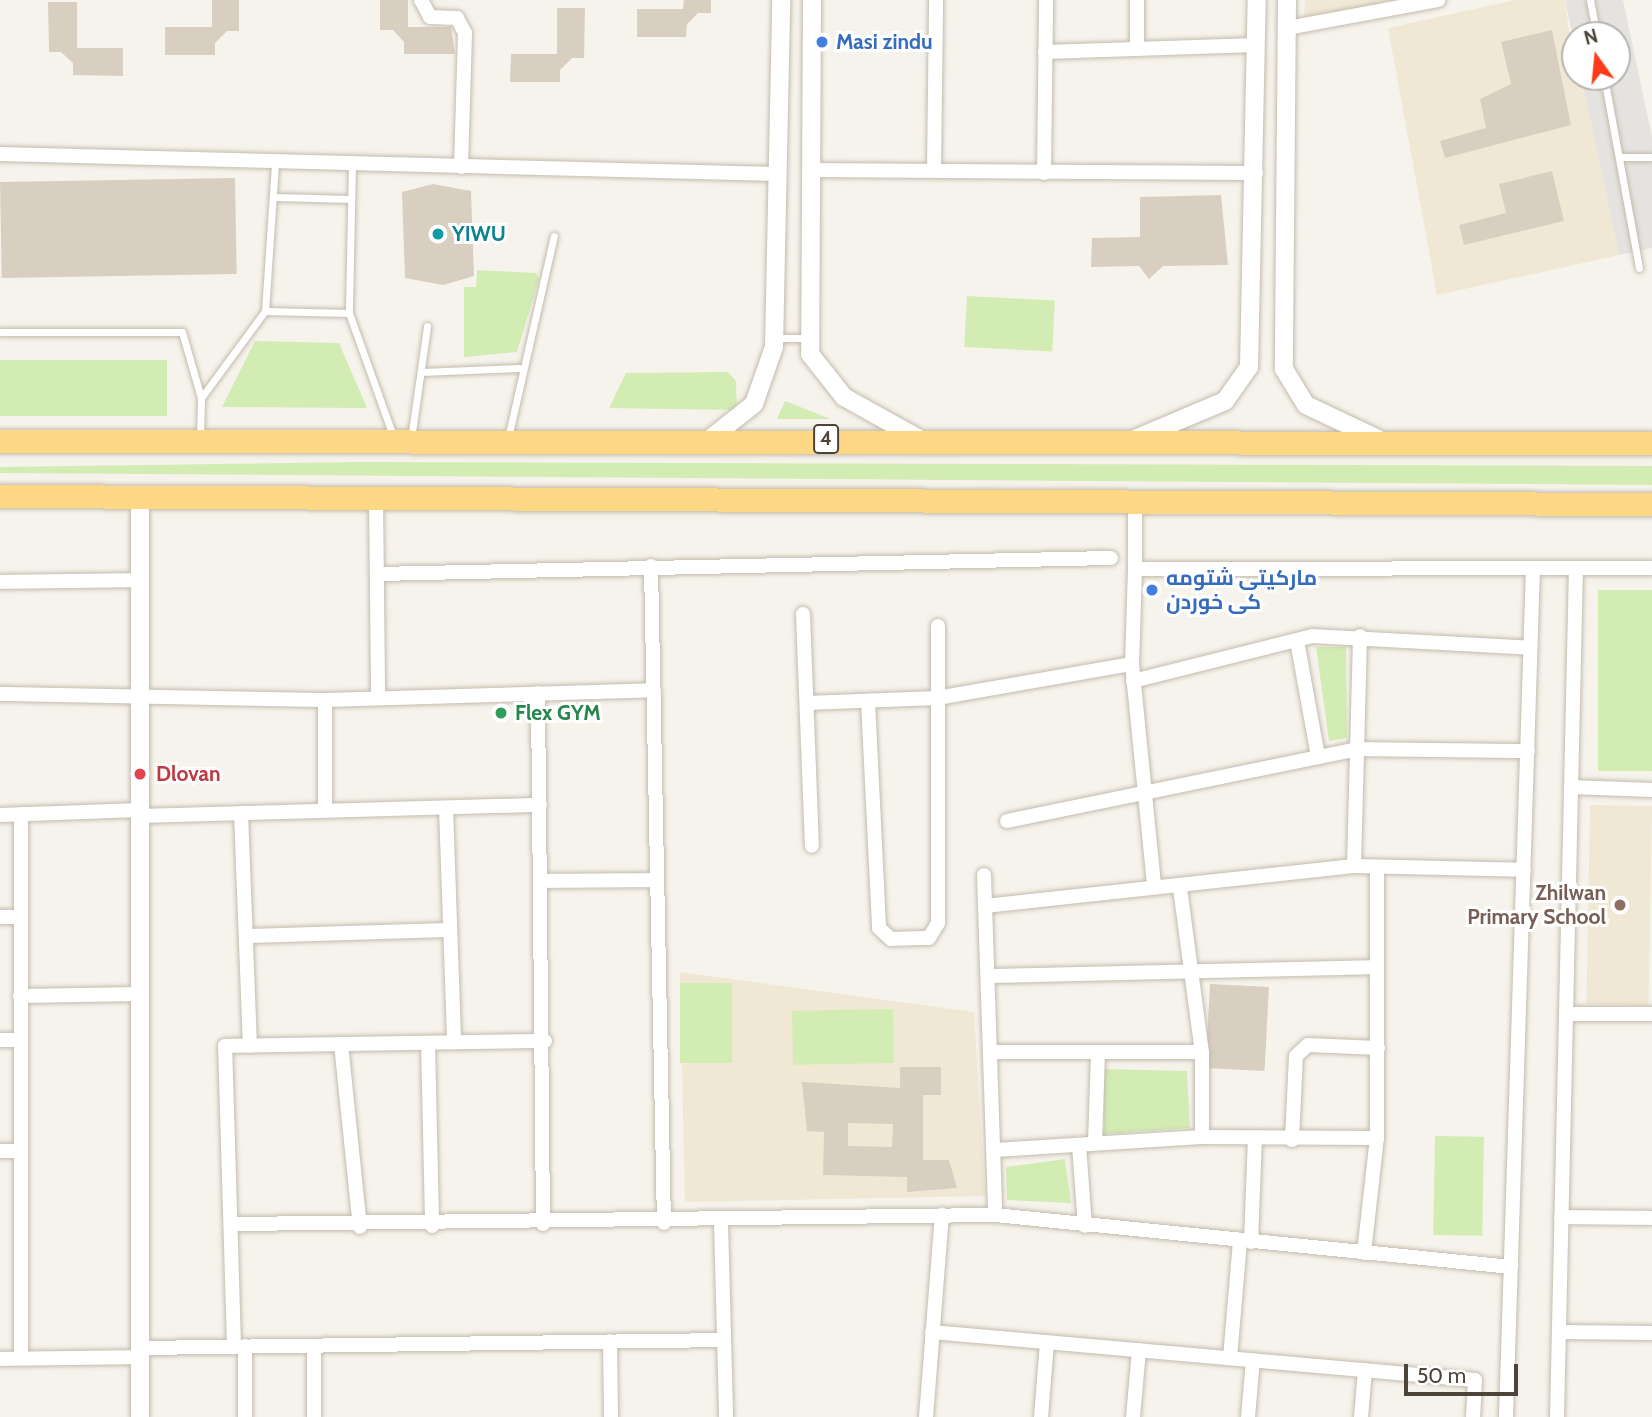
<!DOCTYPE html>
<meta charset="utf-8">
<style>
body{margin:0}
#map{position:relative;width:1652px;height:1417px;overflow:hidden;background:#f6f3ec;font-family:Cabin,Cairo,sans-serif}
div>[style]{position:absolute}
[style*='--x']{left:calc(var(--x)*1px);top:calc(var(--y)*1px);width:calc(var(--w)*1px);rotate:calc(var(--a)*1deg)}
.education>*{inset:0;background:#f0e8d5;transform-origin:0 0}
.green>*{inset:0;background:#d3ecb3;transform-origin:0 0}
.parking>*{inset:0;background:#e5e3e0}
.building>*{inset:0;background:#d9cfc0;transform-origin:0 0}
.roads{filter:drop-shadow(0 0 2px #c3bbad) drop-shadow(0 0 2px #c3bbad)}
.service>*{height:7px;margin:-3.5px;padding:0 3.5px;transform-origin:3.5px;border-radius:3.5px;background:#fff}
.minor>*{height:14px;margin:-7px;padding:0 7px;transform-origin:7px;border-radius:7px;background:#fff}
.tertiary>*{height:18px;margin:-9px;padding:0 9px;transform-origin:9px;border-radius:9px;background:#fff}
.trunk>*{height:23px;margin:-11.5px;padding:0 11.5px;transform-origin:11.5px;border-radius:11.5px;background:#ffd885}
.dots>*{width:19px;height:19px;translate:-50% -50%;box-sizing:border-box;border:4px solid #fff;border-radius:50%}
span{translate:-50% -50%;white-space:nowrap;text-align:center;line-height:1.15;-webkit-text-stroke:6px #fff;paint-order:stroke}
.shield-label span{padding:2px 5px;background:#fff;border:2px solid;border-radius:5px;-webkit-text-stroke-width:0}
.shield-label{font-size:19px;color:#4c4438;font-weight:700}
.shop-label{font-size:21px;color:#366cbe;font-weight:700}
.left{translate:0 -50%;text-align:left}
.culture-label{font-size:21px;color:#0d838f;font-weight:700}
.leisure-label{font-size:21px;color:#27864d;font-weight:700}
.health-label{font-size:21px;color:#be3a42;font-weight:700}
.education-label{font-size:21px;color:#785e54;font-weight:700}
.right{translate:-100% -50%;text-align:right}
.north{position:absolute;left:1561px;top:21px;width:70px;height:70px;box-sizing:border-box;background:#fff;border:2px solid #b7b4af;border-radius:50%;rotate:345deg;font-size:19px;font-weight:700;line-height:28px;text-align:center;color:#4c4438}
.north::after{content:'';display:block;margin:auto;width:24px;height:32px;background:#ff3b1a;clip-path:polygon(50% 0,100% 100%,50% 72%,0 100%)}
.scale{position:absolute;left:1404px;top:1364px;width:114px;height:32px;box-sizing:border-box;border:4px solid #4c4438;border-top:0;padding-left:9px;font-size:21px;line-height:24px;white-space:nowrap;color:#4c4438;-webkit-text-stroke:5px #fff;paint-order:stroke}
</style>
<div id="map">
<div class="education">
<i style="clip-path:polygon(1305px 0,1399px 0,1304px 17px)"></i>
<i style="clip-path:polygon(1515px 0,1565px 0,1575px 77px,1581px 77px,1619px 255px,1437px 295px,1388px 28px)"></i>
<i style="left:1590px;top:805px;width:62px;height:199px;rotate:1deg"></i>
<i style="clip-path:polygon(680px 972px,974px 1012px,985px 1196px,685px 1202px)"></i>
</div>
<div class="green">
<i style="clip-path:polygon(477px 270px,536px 273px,539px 279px,517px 352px,464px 357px,464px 287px,476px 287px)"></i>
<i style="left:967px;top:296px;width:88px;height:51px;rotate:3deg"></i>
<i style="clip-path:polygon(255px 341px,339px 343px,367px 408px,222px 407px)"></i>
<i style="left:0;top:360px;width:167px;height:56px"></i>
<i style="clip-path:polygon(728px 372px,736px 381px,737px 410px,609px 408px,626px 373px)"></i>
<i style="clip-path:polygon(785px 401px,831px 419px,777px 419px)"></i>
<i style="clip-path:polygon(361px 462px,1652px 466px,1652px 485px,0 473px,0 467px)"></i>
<i style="left:1598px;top:590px;width:54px;height:181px"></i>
<i style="clip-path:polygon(1316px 647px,1346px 647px,1347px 738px,1329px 741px)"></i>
<i style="left:680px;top:983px;width:52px;height:80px"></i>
<i style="left:893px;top:1009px;width:54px;height:101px;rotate:89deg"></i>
<i style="clip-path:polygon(1104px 1069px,1187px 1071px,1190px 1128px,1104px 1134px)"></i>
<i style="left:1435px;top:1136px;width:49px;height:99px;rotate:1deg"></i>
<i style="clip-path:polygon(1065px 1159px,1071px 1203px,1007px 1200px,1006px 1167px)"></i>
</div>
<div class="parking">
<i style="clip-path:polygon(1565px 0,1623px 0,1652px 137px,1652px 248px,1619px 255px,1581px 77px,1617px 77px,1617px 35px,1575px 35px,1575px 47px)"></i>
</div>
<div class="building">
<i style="clip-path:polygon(212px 0,239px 0,239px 31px,227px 31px,215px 43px,215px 55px,165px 55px,165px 27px,212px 27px)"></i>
<i style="clip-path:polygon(380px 0,408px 0,408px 27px,451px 27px,455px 54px,404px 54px,404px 42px,393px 30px,380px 30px)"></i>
<i style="clip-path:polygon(684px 0,711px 0,711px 13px,698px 13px,687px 24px,686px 37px,637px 37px,637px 9px,683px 9px)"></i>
<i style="clip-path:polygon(48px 2px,77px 2px,77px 48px,123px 48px,123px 76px,73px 75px,73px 63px,61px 52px,49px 52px)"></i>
<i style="clip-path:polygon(557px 8px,585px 8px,584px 58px,572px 58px,560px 70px,560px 82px,510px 82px,511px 54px,557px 54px)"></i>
<i style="clip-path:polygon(1552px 30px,1571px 125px,1445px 158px,1440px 141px,1486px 128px,1480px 99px,1511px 84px,1501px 42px)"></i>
<i style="clip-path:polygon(1552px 171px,1564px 221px,1464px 245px,1459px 225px,1506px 213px,1499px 184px)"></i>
<i style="left:235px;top:178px;width:96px;height:235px;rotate:89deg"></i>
<i style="clip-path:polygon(433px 184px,471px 191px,474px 276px,443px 285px,405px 278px,402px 192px)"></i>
<i style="clip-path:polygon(1221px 195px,1228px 265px,1163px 266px,1149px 279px,1139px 266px,1091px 267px,1092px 238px,1140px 237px,1140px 197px)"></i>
<i style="left:1210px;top:984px;width:59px;height:84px;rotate:3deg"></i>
<i style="clip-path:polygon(evenodd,900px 1067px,941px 1067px,941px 1095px,923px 1095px,923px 1160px,949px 1160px,957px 1188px,907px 1192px,907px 1177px,823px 1175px,824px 1132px,807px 1131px,802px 1082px,900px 1088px,900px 1067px,848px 1123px,893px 1124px,892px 1147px,848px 1146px,848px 1123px)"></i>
</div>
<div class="roads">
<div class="service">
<i style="--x:1590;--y:0;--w:36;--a:79"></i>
<i style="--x:1604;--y:77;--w:194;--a:79.6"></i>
<i style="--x:1619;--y:157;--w:33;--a:0"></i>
<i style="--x:352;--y:164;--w:149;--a:91.2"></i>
<i style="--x:349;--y:313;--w:134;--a:70.3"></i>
<i style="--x:275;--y:197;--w:76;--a:1.5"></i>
<i style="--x:265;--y:311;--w:84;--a:1.4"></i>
<i style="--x:0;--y:332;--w:182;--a:0"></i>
<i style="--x:182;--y:332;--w:69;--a:73.9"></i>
<i style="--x:201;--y:398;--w:40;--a:91.4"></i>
<i style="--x:775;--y:338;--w:33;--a:0"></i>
<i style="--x:421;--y:372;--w:98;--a:-2.3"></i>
<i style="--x:201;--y:398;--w:108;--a:-53.7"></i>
<i style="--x:265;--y:311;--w:148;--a:-86.1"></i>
<i style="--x:508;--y:438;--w:207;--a:-77.2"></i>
<i style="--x:411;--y:439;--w:114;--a:-81.9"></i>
</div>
<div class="minor">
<i style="--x:421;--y:0;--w:19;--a:62"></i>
<i style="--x:430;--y:17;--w:27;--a:2"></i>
<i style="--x:457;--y:18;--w:17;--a:62"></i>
<i style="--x:465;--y:33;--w:134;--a:91.7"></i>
<i style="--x:1287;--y:28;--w:154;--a:-10.5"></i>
<i style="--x:1137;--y:49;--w:49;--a:-90"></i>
<i style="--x:1045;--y:52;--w:211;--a:-1.9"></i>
<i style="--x:0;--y:154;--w:776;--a:1.48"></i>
<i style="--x:810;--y:170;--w:446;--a:0.4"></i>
<i style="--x:934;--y:171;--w:171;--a:-89.3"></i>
<i style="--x:1044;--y:173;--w:173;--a:-89.3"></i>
<i style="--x:376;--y:497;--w:201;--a:89.4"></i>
<i style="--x:1135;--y:504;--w:65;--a:90"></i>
<i style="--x:1135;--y:569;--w:517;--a:-0.11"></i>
<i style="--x:651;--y:566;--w:657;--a:88.87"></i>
<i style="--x:1135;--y:569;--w:95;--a:91.8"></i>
<i style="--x:1132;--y:664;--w:223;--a:84.3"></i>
<i style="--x:377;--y:574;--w:734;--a:-1.25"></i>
<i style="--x:0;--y:582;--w:140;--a:-0.8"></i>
<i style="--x:803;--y:614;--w:232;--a:87.8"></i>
<i style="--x:1297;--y:641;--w:118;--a:79.7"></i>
<i style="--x:1133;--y:681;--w:185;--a:-14.1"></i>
<i style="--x:1312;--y:636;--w:219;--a:3.1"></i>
<i style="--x:538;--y:693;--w:531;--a:89.46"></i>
<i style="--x:0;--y:694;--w:325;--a:1.1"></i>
<i style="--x:868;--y:701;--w:227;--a:87.2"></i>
<i style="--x:879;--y:928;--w:16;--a:43"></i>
<i style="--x:891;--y:939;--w:38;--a:-2"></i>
<i style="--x:929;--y:938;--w:17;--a:-59"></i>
<i style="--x:938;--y:923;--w:297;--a:-90"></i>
<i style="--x:807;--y:703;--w:130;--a:-2.2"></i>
<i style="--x:937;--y:698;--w:198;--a:-9.9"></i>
<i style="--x:1571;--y:787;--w:81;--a:2.1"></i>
<i style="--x:446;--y:808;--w:234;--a:88"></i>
<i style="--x:325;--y:811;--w:111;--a:-90"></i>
<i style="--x:325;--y:700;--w:329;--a:-1.7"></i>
<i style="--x:241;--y:813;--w:233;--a:87.8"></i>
<i style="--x:0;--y:815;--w:140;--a:-2"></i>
<i style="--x:140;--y:816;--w:400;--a:-1.6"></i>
<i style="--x:1007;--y:821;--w:358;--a:-11.6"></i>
<i style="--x:1358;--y:749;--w:170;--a:0.7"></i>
<i style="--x:1354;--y:866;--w:230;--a:-88.5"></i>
<i style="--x:984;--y:875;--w:340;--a:88.1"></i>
<i style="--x:542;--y:881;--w:115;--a:-0.5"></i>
<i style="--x:1180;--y:888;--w:165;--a:82.4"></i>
<i style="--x:1202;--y:1052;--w:85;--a:90"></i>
<i style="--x:985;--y:906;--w:371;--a:-6.2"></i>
<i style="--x:1354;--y:866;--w:170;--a:1.3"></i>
<i style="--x:0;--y:917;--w:20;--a:0"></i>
<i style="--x:247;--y:936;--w:202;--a:-1.7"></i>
<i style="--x:989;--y:976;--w:385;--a:-1.3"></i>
<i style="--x:20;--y:996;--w:120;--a:-1"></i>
<i style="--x:1566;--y:1014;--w:86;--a:0"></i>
<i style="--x:0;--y:1040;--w:20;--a:0"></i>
<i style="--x:428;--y:1043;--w:183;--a:88.7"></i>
<i style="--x:341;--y:1044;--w:184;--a:84.1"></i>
<i style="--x:991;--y:1052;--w:211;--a:0"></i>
<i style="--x:1292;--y:1140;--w:84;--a:-87.3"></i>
<i style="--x:1296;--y:1056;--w:16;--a:-43"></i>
<i style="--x:1308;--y:1045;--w:70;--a:2.5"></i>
<i style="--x:1095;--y:1143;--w:90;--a:-88.1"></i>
<i style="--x:1079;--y:1145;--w:81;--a:85.8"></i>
<i style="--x:995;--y:1150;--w:207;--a:-3.6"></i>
<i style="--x:1202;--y:1137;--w:175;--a:0.3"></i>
<i style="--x:0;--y:1151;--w:19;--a:0"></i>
<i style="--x:1561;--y:1217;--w:91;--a:0.6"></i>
<i style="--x:721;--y:1222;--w:195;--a:88.5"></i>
<i style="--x:235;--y:1224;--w:760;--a:-0.68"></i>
<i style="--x:995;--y:1215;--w:519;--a:5.75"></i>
<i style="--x:1251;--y:1242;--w:102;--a:-87.8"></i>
<i style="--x:1364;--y:1253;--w:116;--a:-83.6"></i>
<i style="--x:1377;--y:1138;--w:271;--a:-90"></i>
<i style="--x:932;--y:1332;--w:545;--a:5.05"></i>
<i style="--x:1475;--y:1380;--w:37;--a:93"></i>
<i style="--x:1559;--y:1332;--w:93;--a:0.6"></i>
<i style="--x:610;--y:1341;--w:76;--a:89.2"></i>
<i style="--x:234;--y:1346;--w:300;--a:-91.7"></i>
<i style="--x:225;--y:1046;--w:320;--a:-0.9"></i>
<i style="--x:245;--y:1346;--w:71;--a:90"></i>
<i style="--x:140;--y:1348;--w:584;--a:-0.78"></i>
<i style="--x:21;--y:1358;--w:544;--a:-90"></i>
<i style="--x:1230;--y:1358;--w:117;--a:-85.1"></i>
<i style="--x:0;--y:1359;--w:140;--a:-0.8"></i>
<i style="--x:314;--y:1417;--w:71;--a:-90"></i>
<i style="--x:926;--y:1417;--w:203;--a:-85.5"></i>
<i style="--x:1041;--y:1417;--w:75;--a:-85.4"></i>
<i style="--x:1133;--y:1417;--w:67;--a:-84.9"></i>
<i style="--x:1248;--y:1417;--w:57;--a:-85"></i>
<i style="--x:1361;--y:1417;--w:47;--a:-85.1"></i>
<i style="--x:1506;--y:1417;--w:848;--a:-88.18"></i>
<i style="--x:1557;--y:1417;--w:848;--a:-88.72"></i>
</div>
<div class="tertiary">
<i style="--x:812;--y:0;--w:354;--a:90.3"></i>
<i style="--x:810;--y:354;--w:55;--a:51.7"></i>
<i style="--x:844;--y:397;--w:86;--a:29.2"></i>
<i style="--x:1287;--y:0;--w:369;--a:90.5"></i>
<i style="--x:1284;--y:369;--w:42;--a:58.6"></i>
<i style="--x:1306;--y:405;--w:80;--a:25.3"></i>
<i style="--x:711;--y:438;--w:55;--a:-38.3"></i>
<i style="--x:754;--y:404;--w:60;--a:-70.7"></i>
<i style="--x:774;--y:347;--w:347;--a:-88.8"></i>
<i style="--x:1135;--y:439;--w:98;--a:-22.9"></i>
<i style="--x:1225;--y:401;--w:42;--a:-54.8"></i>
<i style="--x:1249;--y:367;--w:367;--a:-88.8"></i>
<i style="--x:140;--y:1417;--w:921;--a:-90"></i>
</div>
<div class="trunk">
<i style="--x:0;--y:441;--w:1652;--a:0.07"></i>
<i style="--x:0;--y:496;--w:1652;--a:0.28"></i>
</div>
</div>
<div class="dots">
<i style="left:822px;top:42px;background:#3f7fe0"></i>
<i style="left:438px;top:234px;background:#0f9aa8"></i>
<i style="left:1152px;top:590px;background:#3f7fe0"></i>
<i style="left:501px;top:713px;background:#2e9e5b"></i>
<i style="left:140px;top:774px;background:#e0444e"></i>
<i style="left:1620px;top:905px;background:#8d6e63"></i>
</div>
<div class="shield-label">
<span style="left:826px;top:439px">4</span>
</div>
<div class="shop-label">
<span class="left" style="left:836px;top:42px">Masi zindu</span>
<span class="left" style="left:1166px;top:590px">مارکیتی شتومه<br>کی خوردن</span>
</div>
<div class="culture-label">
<span class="left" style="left:452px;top:234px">YIWU</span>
</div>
<div class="leisure-label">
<span class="left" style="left:515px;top:713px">Flex GYM</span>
</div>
<div class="health-label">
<span class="left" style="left:156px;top:774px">Dlovan</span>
</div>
<div class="education-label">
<span class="right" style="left:1606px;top:905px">Zhilwan<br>Primary School</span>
</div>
<div class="north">N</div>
<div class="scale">50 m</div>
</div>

TASK TO COMPLETE – Copy, word for word, the entries above from the first line to the line that holds "2px #c3bbad) drop-shadow(0". Drop the pictures.

ANSWER TO THIS PROBLEM –
<!DOCTYPE html>
<meta charset="utf-8">
<style>
body{margin:0}
#map{position:relative;width:1652px;height:1417px;overflow:hidden;background:#f6f3ec;font-family:Cabin,Cairo,sans-serif}
div>[style]{position:absolute}
[style*='--x']{left:calc(var(--x)*1px);top:calc(var(--y)*1px);width:calc(var(--w)*1px);rotate:calc(var(--a)*1deg)}
.education>*{inset:0;background:#f0e8d5;transform-origin:0 0}
.green>*{inset:0;background:#d3ecb3;transform-origin:0 0}
.parking>*{inset:0;background:#e5e3e0}
.building>*{inset:0;background:#d9cfc0;transform-origin:0 0}
.roads{filter:drop-shadow(0 0 2px #c3bbad) drop-shadow(0 0 2px #c3bbad)}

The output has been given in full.